→ **Provided records**
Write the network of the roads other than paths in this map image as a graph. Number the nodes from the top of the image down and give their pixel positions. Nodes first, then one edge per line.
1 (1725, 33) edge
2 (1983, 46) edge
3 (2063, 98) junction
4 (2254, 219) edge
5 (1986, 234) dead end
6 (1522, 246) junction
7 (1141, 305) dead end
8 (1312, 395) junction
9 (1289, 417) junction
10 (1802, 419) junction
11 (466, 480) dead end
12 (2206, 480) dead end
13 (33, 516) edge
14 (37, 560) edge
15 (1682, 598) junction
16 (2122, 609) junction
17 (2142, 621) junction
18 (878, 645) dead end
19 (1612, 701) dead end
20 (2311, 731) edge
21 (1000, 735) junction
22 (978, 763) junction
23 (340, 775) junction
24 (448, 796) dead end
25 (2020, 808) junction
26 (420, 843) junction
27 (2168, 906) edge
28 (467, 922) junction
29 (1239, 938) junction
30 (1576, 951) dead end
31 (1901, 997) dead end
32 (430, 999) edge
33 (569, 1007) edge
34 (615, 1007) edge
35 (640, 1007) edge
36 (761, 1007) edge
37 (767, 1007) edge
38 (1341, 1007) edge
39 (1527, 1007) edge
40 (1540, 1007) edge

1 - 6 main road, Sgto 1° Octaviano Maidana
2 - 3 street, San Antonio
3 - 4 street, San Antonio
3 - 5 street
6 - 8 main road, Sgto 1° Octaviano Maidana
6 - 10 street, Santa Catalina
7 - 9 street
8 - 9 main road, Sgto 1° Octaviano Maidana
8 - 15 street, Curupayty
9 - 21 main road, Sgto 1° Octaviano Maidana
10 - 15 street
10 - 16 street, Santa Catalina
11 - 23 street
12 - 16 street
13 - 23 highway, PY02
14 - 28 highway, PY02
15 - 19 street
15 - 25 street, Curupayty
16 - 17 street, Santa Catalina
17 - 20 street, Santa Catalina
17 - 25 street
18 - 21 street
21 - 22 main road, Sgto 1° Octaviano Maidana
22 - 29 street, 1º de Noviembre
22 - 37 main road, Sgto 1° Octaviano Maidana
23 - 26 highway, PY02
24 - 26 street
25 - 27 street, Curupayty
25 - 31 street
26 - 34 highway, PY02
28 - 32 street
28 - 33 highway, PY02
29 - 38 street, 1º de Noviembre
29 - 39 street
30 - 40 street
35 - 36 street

==

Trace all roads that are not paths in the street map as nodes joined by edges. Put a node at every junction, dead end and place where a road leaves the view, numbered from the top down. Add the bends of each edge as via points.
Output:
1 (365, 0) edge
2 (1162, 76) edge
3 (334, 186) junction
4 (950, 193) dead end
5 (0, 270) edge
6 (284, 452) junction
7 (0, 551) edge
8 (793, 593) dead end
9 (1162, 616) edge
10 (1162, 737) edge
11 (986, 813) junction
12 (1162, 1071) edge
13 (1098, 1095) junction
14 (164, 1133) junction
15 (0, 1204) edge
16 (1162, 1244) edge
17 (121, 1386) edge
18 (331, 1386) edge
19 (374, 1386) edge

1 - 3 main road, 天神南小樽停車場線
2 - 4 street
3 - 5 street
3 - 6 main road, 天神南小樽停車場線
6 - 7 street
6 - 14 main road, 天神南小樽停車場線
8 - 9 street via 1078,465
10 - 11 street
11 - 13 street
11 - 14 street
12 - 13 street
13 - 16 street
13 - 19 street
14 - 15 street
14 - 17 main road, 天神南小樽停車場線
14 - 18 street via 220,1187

...

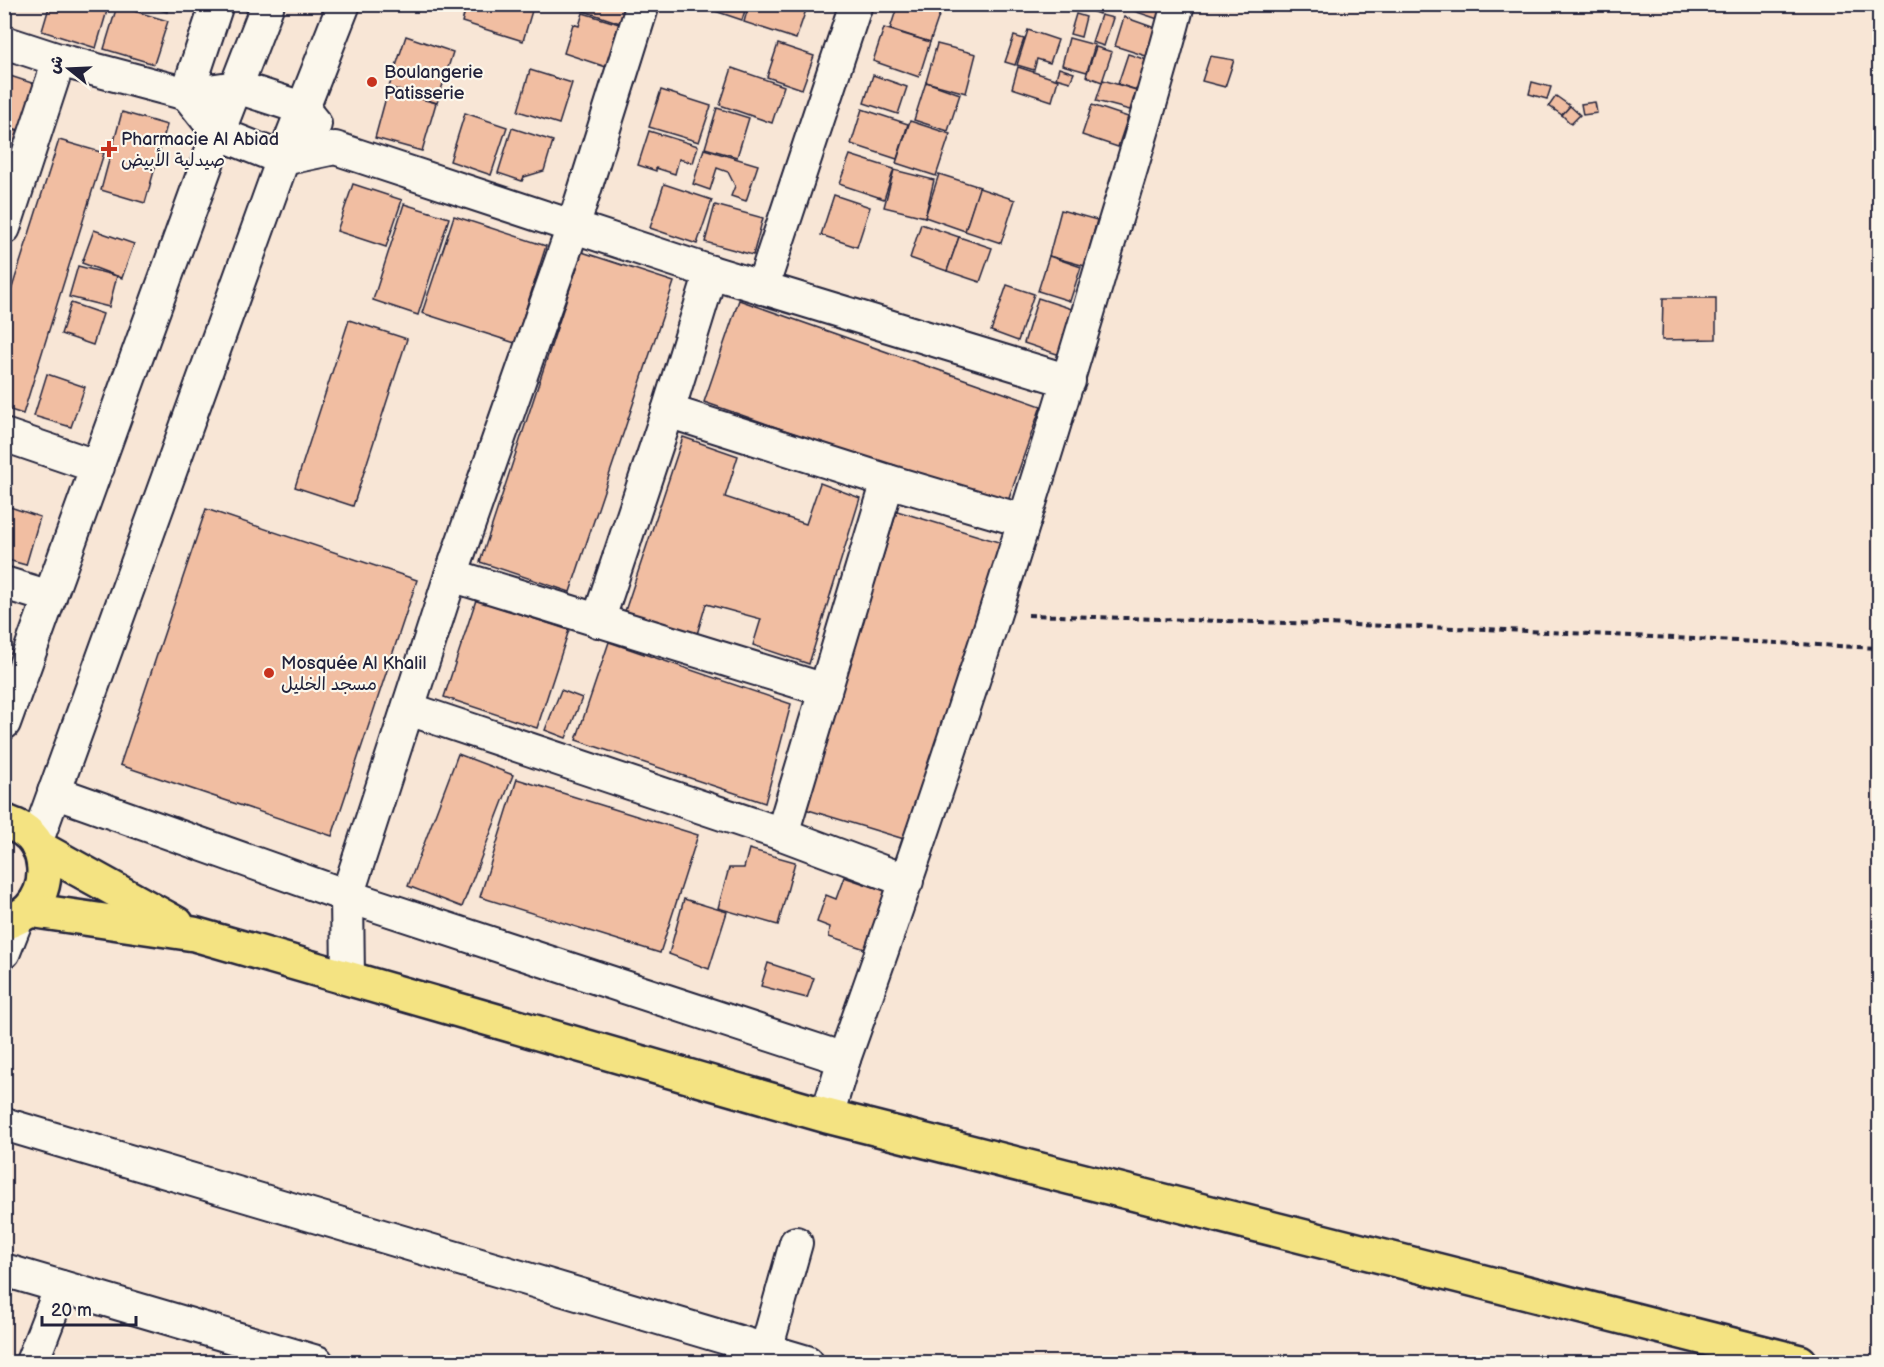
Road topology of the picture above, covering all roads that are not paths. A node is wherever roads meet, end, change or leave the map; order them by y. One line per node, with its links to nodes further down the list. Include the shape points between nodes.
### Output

→ **What is needed**
Could you return every line from the entries above in which the string "points" occurs?

→ **Exercise output**
Trace all roads that are not paths in the street map as nodes joined by edges. Put a node at every junction, dead end and place where a road leaves the view, numbered from the top down. Add the bends of each edge as via points.
Road topology of the picture above, covering all roads that are not paths. A node is wherever roads meet, end, change or leave the map; order them by y. One line per node, with its links to nodes further down the list. Include the shape points between nodes.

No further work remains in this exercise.